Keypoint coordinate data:
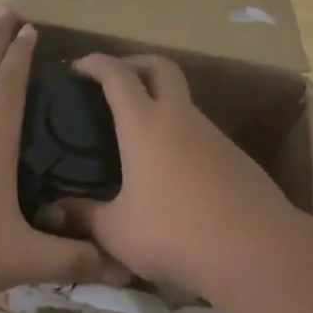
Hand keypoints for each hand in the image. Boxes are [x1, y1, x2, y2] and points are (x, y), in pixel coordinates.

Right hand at [51, 53, 298, 296]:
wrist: (256, 249)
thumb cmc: (175, 233)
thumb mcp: (118, 232)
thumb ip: (84, 217)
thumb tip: (55, 211)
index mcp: (145, 124)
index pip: (117, 75)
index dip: (96, 63)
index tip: (78, 66)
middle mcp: (180, 118)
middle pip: (161, 67)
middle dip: (136, 63)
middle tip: (116, 81)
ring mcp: (213, 135)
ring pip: (183, 101)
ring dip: (160, 103)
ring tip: (138, 137)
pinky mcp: (235, 157)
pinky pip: (200, 133)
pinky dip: (180, 136)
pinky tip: (172, 173)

The task:
Whenever the string "middle" shows up in a line of the records, copy that line.

Task response:
middle mcp: (180, 118)
middle pip: (161, 67)
middle dip: (136, 63)
middle tip: (116, 81)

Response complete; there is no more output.